Juvenile Delinquent
Copyright© 2020 by Buffalo Bangkok
Chapter 36: Hurricane Katrina
I experienced different emotions about moving to Austria.
First was elation. I was excited, giddy to visit another continent.
But then I was sad. Depressed to leave South Beach, where I’d loved the beach, the weather, had friends and had experienced many of the best moments of my life. It was the definitive end of my Miami music business dream. The end of my South Beach dream. The opportunities just weren’t there for me. I could have persisted, I guess, but I began to shift to other ideas and dreams. I’d changed. And I’d become excited again and fascinated with the world beyond America’s borders.
Sure, South Beach, Miami, are more like Latin America than America, but it still was America. I’ve always been curious about other countries, people, cultures and languages. America, to me, is like a bubble, in a way. We’re so closed off from the rest of the world.
Our media never talks about other countries unless it’s about an adversary, a war, or a natural disaster. One might think that’s all the rest of the world is, a big festering shithole, replete with war and terrorism and misery. And sure, that is tragically the case, for many, but not for all. In fact, I was shocked to learn of the high quality of life in Europe.
Hearing of how they had free health care, dental care, income assistance, little to no violent crime was startling to learn about. Many of the far right-wing assholes and Fox News Channel people would have you believe Europe is suffering under “socialism” and how terrible it is there.
In talking with my wife and through my own research into relocating to Austria, I discovered that to not be the truth. I discovered they had cleaner air, cleaner water, safer roads, and far happier people. They all had health insurance. That was free. They had up to two months of vacation. Paid. Not the two weeks most Americans are lucky to get. Most of their citizens weren’t drowning in debt. Quite the contrary, Europeans traveled the world, spoke multiple languages, read more books than us. Book discussion shows were popular on TV, and their news programs actually had news instead of partisan shit-tossing, yelling, and flashy graphics.
It was saddening to discover how much I’d been lied to, as an American. How our media is so dishonest. How much they’d brainwashed us into thinking we were the greatest country on Earth and how shitty Europe is when nothing could be farther from the truth, in so many ways.
And there are problems in Europe, sure, and advantages in America, especially with starting businesses, investing, but the equality and overall quality of life, the better opportunities for free education, health care, and public transportation and how much less violent crime there was because of the better social services and safety nets, it was astonishing. Simply learning what I did invalidated nearly everything every right-winger Fox News person had said about social welfare and free education...
(I was seeing why it was, too, they didn’t want better education. In that otherwise a better-educated populace wouldn’t vote for most Democrats and Republicans... )
((I came to realize, too that both sides, Left and Right, Red and Blue, are filled with crooked politicians that are simply pawns, puppets for corporate interests, and neither side really cares and they both exploit racism, religion, and greed to keep the masses below them. The same corporate interests spew partisan bullshit on MSNBC and Fox News to divide Americans, pit us against each other, make us easier to control. It’s quite tragic how they manipulate us, dumb us down. And it’s being done, by both parties, I believe, for reasons greater than we know... ))
Back to planning the move to Europe, the problem in going over to Austria, as we prepared for our arrival, was that while the immigration procedures were an improvement from Miami’s, they were still stringent.
Annoyingly, if we’d been married a year or two earlier, I could have had an Austrian passport with little hassle. However, I’m not the only foreigner who was impressed by the quality of life in Austria, and there’d been such a surge in sham marriages in Austria, involving immigrants seeking Austrian passports, so many sham marriages, in fact, that the government enacted draconian measures to eradicate the practice.

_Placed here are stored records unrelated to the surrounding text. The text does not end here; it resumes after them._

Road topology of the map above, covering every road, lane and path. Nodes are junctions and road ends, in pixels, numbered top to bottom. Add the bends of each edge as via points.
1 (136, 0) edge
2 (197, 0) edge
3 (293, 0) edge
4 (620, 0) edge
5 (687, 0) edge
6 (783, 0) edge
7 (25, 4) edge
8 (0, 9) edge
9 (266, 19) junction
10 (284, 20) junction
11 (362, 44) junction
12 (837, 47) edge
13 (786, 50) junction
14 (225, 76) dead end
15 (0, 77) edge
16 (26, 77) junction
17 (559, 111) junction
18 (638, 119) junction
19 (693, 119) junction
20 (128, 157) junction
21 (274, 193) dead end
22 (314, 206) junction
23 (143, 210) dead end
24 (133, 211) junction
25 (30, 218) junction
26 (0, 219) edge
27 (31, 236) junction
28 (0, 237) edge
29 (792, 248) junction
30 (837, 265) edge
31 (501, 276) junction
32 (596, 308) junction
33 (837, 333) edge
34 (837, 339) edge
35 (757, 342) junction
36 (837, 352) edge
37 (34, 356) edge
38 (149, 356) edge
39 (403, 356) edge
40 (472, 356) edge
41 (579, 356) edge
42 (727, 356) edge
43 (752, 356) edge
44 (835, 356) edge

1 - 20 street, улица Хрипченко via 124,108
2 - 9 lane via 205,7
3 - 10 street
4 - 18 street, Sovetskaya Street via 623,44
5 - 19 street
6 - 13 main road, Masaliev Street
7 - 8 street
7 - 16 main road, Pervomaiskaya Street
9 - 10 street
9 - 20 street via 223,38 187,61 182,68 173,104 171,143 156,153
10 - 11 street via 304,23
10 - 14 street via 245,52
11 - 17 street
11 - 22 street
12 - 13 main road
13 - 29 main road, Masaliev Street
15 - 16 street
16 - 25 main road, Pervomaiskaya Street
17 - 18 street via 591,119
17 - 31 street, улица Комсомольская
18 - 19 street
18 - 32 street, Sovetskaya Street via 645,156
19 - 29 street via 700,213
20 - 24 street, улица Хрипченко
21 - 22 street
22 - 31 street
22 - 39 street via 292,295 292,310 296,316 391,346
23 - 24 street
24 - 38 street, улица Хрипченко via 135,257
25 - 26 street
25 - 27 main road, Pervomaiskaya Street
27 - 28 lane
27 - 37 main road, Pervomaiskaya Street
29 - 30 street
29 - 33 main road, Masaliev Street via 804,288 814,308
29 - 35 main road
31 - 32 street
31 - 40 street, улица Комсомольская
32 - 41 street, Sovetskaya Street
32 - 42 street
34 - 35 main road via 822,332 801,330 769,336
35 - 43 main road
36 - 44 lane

Laws were established that granted foreign spouses of Austrians only 1-year visas, though these could be used as work permits, and could be renewed. However, before the visa was granted, much paperwork had to be filled out and income, bank statements provided.
There was also a requirement that all new immigrants had to wait up to 7 years before they could apply for citizenship. In order to receive citizenship, too, they’d need to pass a battery of German language tests.
While it was daunting, and disappointing, it was doable, and it didn’t dissuade us from making the move...
The days before we moved were some of the best of my life. I sold my car, providing us enough cash to start up in Austria, buy plane tickets, and spend a couple months relaxing more on the beach. During this time, I studied German, which I’d been enjoying the intellectual challenge of, and my wife and me both worked part-time, her still at the hotel and me working freelance jobs, doing online marketing.
That time, those couple months, over the summer, were magical. Since we weren’t working full-time, we had plenty of time to chill. And smoke weed. And drink. And lie out on the beach, swim in the wonderfully warm Atlantic waters. When the water is around 90 degrees Fahrenheit, it’s like you’re a lobster in there, moving, floating and swimming around in that thick hot and salty ocean. Oh, it was so glorious.